-- EXERCISE MATERIALS follows --

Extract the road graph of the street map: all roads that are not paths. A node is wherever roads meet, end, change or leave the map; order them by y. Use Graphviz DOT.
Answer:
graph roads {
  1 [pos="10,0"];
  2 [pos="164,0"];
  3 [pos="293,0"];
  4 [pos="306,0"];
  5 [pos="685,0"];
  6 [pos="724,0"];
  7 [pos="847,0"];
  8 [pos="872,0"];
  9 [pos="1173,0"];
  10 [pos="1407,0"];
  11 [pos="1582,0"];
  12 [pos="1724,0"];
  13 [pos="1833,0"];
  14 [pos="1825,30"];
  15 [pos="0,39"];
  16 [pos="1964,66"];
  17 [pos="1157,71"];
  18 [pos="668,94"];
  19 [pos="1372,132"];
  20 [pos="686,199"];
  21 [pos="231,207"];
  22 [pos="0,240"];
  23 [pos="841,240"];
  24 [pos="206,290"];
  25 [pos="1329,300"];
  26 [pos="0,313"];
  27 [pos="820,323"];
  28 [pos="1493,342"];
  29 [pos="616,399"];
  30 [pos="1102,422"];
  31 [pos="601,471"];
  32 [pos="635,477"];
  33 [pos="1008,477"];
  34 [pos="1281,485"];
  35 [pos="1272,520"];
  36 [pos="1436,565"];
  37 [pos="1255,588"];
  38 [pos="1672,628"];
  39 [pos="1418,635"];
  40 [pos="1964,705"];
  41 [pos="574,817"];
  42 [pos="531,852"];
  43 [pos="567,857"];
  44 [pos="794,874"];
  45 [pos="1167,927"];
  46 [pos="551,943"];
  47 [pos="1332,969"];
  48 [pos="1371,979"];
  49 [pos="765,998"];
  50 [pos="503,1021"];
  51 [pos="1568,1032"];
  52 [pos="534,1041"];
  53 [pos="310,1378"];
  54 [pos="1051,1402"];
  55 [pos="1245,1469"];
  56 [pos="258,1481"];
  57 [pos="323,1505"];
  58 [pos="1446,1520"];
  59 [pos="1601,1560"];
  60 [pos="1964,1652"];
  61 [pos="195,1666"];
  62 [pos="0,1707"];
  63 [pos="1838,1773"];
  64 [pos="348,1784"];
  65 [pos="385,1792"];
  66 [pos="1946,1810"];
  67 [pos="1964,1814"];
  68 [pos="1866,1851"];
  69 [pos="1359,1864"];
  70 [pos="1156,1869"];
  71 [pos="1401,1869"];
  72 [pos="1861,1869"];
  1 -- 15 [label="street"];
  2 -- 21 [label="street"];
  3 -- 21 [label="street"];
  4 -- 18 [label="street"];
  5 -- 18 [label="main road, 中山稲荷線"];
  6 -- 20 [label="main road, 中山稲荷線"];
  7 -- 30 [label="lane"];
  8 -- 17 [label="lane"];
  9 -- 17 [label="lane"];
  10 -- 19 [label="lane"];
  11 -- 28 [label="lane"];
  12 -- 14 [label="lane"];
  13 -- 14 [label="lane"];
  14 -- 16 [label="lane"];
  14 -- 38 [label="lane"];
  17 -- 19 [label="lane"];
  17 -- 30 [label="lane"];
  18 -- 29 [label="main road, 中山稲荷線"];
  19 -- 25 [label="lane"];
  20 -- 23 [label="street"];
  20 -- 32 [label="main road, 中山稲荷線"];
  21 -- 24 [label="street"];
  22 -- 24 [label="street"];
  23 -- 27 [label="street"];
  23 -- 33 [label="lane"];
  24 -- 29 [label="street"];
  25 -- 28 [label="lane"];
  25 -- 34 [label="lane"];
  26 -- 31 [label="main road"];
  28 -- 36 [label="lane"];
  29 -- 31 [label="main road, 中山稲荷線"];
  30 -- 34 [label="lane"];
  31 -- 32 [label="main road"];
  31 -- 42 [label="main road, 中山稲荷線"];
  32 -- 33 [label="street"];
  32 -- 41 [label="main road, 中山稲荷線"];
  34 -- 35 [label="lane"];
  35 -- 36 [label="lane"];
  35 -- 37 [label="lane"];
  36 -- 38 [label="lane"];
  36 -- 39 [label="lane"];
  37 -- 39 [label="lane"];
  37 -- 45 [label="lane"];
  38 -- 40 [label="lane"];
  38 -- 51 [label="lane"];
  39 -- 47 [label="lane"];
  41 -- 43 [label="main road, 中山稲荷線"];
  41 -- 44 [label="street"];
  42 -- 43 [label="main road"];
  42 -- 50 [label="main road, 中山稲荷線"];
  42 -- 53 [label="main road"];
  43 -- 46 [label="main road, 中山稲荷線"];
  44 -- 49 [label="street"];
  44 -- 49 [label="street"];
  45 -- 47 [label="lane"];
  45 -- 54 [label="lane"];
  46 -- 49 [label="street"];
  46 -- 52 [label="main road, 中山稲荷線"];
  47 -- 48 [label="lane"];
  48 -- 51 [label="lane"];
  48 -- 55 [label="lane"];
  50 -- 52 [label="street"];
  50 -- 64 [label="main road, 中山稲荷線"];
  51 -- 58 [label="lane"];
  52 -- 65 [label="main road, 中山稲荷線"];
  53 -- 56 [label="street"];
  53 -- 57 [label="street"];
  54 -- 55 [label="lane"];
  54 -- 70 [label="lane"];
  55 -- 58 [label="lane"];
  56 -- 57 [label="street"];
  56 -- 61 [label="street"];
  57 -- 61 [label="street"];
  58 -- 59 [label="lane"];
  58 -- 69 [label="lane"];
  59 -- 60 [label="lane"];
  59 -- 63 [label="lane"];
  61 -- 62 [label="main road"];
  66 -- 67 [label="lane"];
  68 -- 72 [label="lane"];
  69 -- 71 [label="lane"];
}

-- EXERCISE MATERIALS concluded --

Print the whole listing once more, exactly as it stands.

= ANSWER TO THIS PROBLEM =
Extract the road graph of the street map: all roads that are not paths. A node is wherever roads meet, end, change or leave the map; order them by y. Use Graphviz DOT.
Answer:
graph roads {
  1 [pos="10,0"];
  2 [pos="164,0"];
  3 [pos="293,0"];
  4 [pos="306,0"];
  5 [pos="685,0"];
  6 [pos="724,0"];
  7 [pos="847,0"];
  8 [pos="872,0"];
  9 [pos="1173,0"];
  10 [pos="1407,0"];
  11 [pos="1582,0"];
  12 [pos="1724,0"];
  13 [pos="1833,0"];
  14 [pos="1825,30"];
  15 [pos="0,39"];
  16 [pos="1964,66"];
  17 [pos="1157,71"];
  18 [pos="668,94"];
  19 [pos="1372,132"];
  20 [pos="686,199"];
  21 [pos="231,207"];
  22 [pos="0,240"];
  23 [pos="841,240"];
  24 [pos="206,290"];
  25 [pos="1329,300"];
  26 [pos="0,313"];
  27 [pos="820,323"];
  28 [pos="1493,342"];
  29 [pos="616,399"];
  30 [pos="1102,422"];
  31 [pos="601,471"];
  32 [pos="635,477"];
  33 [pos="1008,477"];
  34 [pos="1281,485"];
  35 [pos="1272,520"];
  36 [pos="1436,565"];
  37 [pos="1255,588"];
  38 [pos="1672,628"];
  39 [pos="1418,635"];
  40 [pos="1964,705"];
  41 [pos="574,817"];
  42 [pos="531,852"];
  43 [pos="567,857"];
  44 [pos="794,874"];
  45 [pos="1167,927"];
  46 [pos="551,943"];
  47 [pos="1332,969"];
  48 [pos="1371,979"];
  49 [pos="765,998"];
  50 [pos="503,1021"];
  51 [pos="1568,1032"];
  52 [pos="534,1041"];
  53 [pos="310,1378"];
  54 [pos="1051,1402"];
  55 [pos="1245,1469"];
  56 [pos="258,1481"];
  57 [pos="323,1505"];
  58 [pos="1446,1520"];
  59 [pos="1601,1560"];
  60 [pos="1964,1652"];
  61 [pos="195,1666"];
  62 [pos="0,1707"];
  63 [pos="1838,1773"];
  64 [pos="348,1784"];
  65 [pos="385,1792"];
  66 [pos="1946,1810"];
  67 [pos="1964,1814"];
  68 [pos="1866,1851"];
  69 [pos="1359,1864"];
  70 [pos="1156,1869"];
  71 [pos="1401,1869"];
  72 [pos="1861,1869"];
  1 -- 15 [label="street"];
  2 -- 21 [label="street"];
  3 -- 21 [label="street"];
  4 -- 18 [label="street"];
  5 -- 18 [label="main road, 中山稲荷線"];
  6 -- 20 [label="main road, 中山稲荷線"];
  7 -- 30 [label="lane"];
  8 -- 17 [label="lane"];
  9 -- 17 [label="lane"];
  10 -- 19 [label="lane"];
  11 -- 28 [label="lane"];
  12 -- 14 [label="lane"];
  13 -- 14 [label="lane"];
  14 -- 16 [label="lane"];
  14 -- 38 [label="lane"];
  17 -- 19 [label="lane"];
  17 -- 30 [label="lane"];
  18 -- 29 [label="main road, 中山稲荷線"];
  19 -- 25 [label="lane"];
  20 -- 23 [label="street"];
  20 -- 32 [label="main road, 中山稲荷線"];
  21 -- 24 [label="street"];
  22 -- 24 [label="street"];
  23 -- 27 [label="street"];
  23 -- 33 [label="lane"];
  24 -- 29 [label="street"];
  25 -- 28 [label="lane"];
  25 -- 34 [label="lane"];
  26 -- 31 [label="main road"];
  28 -- 36 [label="lane"];
  29 -- 31 [label="main road, 中山稲荷線"];
  30 -- 34 [label="lane"];
  31 -- 32 [label="main road"];
  31 -- 42 [label="main road, 中山稲荷線"];
  32 -- 33 [label="street"];
  32 -- 41 [label="main road, 中山稲荷線"];
  34 -- 35 [label="lane"];
  35 -- 36 [label="lane"];
  35 -- 37 [label="lane"];
  36 -- 38 [label="lane"];
  36 -- 39 [label="lane"];
  37 -- 39 [label="lane"];
  37 -- 45 [label="lane"];
  38 -- 40 [label="lane"];
  38 -- 51 [label="lane"];
  39 -- 47 [label="lane"];
  41 -- 43 [label="main road, 中山稲荷線"];
  41 -- 44 [label="street"];
  42 -- 43 [label="main road"];
  42 -- 50 [label="main road, 中山稲荷線"];
  42 -- 53 [label="main road"];
  43 -- 46 [label="main road, 中山稲荷線"];
  44 -- 49 [label="street"];
  44 -- 49 [label="street"];
  45 -- 47 [label="lane"];
  45 -- 54 [label="lane"];
  46 -- 49 [label="street"];
  46 -- 52 [label="main road, 中山稲荷線"];
  47 -- 48 [label="lane"];
  48 -- 51 [label="lane"];
  48 -- 55 [label="lane"];
  50 -- 52 [label="street"];
  50 -- 64 [label="main road, 中山稲荷線"];
  51 -- 58 [label="lane"];
  52 -- 65 [label="main road, 中山稲荷線"];
  53 -- 56 [label="street"];
  53 -- 57 [label="street"];
  54 -- 55 [label="lane"];
  54 -- 70 [label="lane"];
  55 -- 58 [label="lane"];
  56 -- 57 [label="street"];
  56 -- 61 [label="street"];
  57 -- 61 [label="street"];
  58 -- 59 [label="lane"];
  58 -- 69 [label="lane"];
  59 -- 60 [label="lane"];
  59 -- 63 [label="lane"];
  61 -- 62 [label="main road"];
  66 -- 67 [label="lane"];
  68 -- 72 [label="lane"];
  69 -- 71 [label="lane"];
}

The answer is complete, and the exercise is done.